◆ DIRECTIONS:
Write the entries out again exactly as they stand, but without the pictures.

◆ GIVEN DATA:
* * * * * * *

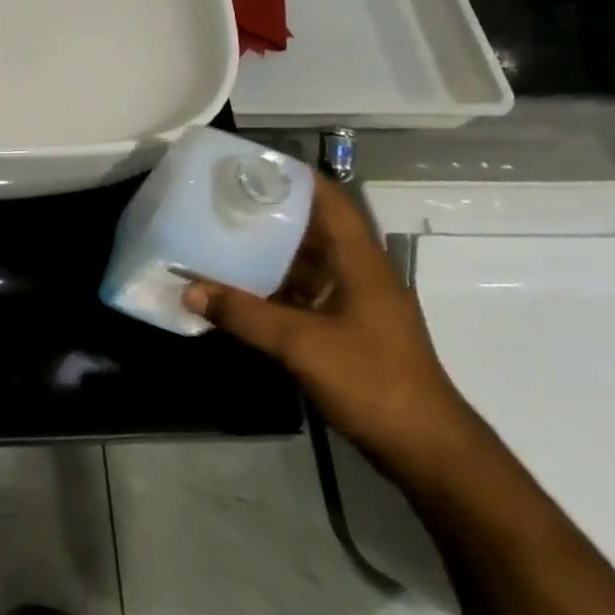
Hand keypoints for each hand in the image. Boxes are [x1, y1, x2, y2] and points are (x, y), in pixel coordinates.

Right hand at [184, 177, 477, 480]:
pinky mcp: (348, 331)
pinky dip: (275, 289)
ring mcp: (356, 304)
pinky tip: (241, 291)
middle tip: (223, 201)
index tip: (251, 166)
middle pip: (314, 229)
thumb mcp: (301, 344)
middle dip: (271, 213)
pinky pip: (305, 295)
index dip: (295, 177)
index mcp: (361, 261)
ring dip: (271, 253)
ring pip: (308, 264)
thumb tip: (189, 289)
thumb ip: (244, 315)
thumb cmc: (371, 380)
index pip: (331, 200)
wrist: (424, 448)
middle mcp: (360, 274)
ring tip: (223, 238)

* * * * * * *

◆ ANSWER SPACE:
Hand keypoints for each hand in the image. Boxes are [x1, y1, x2, y2] and points are (x, y), in pixel coordinates.

Right hand at [184, 177, 477, 480]:
pinky mcp: (348, 331)
pinky dip: (275, 289)
ring mcp: (356, 304)
pinky tip: (241, 291)
middle tip: (223, 201)
index tip: (251, 166)
middle pip: (314, 229)
thumb mcp: (301, 344)
middle dip: (271, 213)
pinky pip: (305, 295)
index dip: (295, 177)
index mcp: (361, 261)
ring dip: (271, 253)
ring pip: (308, 264)
thumb tip: (189, 289)
thumb ip: (244, 315)
thumb cmc: (371, 380)
index pip: (331, 200)
wrist: (424, 448)
middle mcp: (360, 274)
ring tip: (223, 238)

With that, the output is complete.